▶ **Task material**:
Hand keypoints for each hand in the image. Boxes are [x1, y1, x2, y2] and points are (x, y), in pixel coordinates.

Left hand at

---

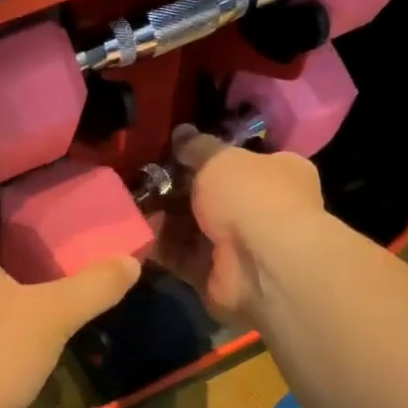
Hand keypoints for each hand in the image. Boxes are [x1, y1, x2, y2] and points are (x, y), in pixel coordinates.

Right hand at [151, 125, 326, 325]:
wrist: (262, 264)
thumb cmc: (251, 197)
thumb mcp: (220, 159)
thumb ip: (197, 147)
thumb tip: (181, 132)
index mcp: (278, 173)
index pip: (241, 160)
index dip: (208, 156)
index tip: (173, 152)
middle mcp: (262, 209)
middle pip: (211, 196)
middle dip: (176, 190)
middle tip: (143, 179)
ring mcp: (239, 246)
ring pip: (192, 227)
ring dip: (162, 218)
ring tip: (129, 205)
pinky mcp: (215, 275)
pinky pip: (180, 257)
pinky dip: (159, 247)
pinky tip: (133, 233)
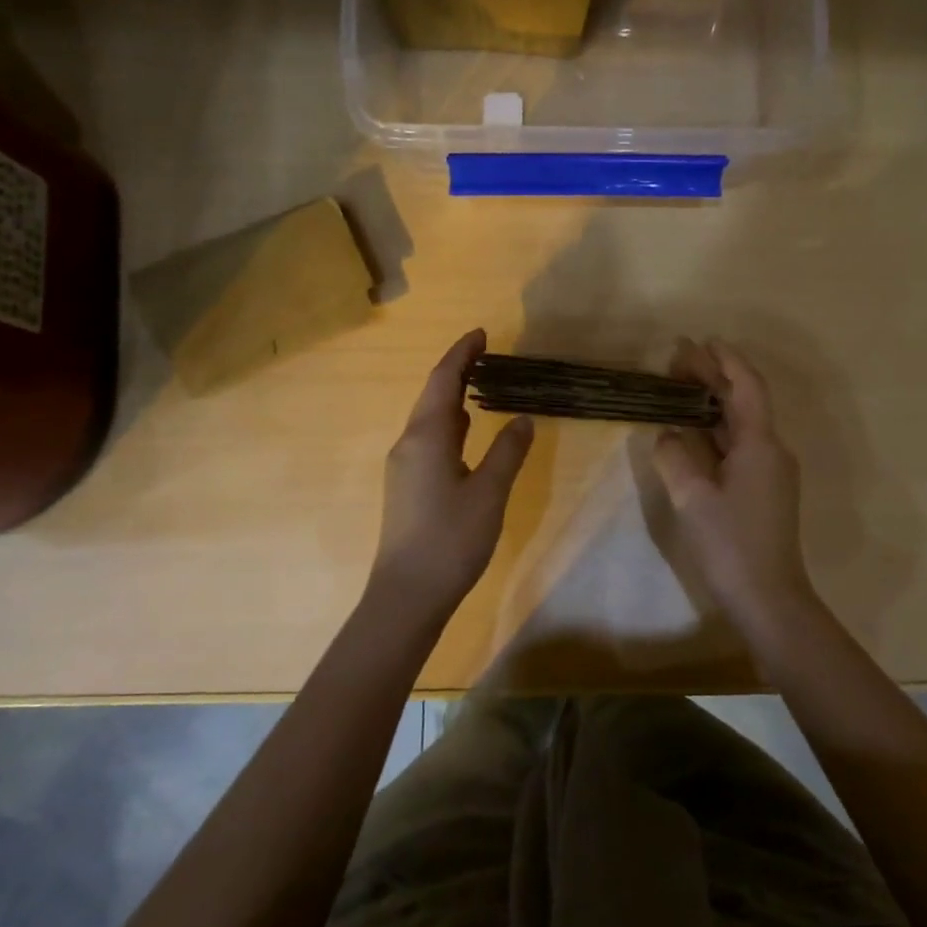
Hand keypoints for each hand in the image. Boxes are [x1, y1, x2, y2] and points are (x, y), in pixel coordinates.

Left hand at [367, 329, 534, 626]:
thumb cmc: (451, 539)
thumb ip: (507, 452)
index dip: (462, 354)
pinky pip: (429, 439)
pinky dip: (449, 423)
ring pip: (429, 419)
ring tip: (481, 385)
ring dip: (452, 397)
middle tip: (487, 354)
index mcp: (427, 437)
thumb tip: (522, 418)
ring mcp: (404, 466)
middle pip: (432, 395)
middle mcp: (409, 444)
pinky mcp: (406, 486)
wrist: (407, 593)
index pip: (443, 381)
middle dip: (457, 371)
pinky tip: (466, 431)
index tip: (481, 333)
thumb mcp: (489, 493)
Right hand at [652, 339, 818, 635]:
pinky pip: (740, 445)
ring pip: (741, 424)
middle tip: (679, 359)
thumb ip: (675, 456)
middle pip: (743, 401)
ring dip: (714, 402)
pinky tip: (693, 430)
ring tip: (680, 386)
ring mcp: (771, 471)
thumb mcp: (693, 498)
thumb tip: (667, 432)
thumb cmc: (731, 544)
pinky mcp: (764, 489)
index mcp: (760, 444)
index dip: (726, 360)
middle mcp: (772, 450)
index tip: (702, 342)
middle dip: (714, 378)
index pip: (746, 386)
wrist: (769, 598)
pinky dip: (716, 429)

▶ **What you should do**: Retype the lines above exactly as they appear, from the line containing "ring mcp: (239, 246)" through the line containing "thumb cmc: (451, 539)", and leave out any pictures.

▶ **Written answer**:
ring mcp: (239, 246)
ring pip: (192, 227)
ring dip: (162, 218)
ring tip: (129, 205)
pinky mcp: (215, 275)
pinky pip: (180, 257)
pinky dip: (159, 247)
pinky tip: (133, 233)
Hand keypoints for each hand in the image. Boxes are [x1, y1, x2, y2] and points are (x, y), in pixel coordinates.

Left hand at [367, 329, 534, 626]:
thumb cmc: (451, 539)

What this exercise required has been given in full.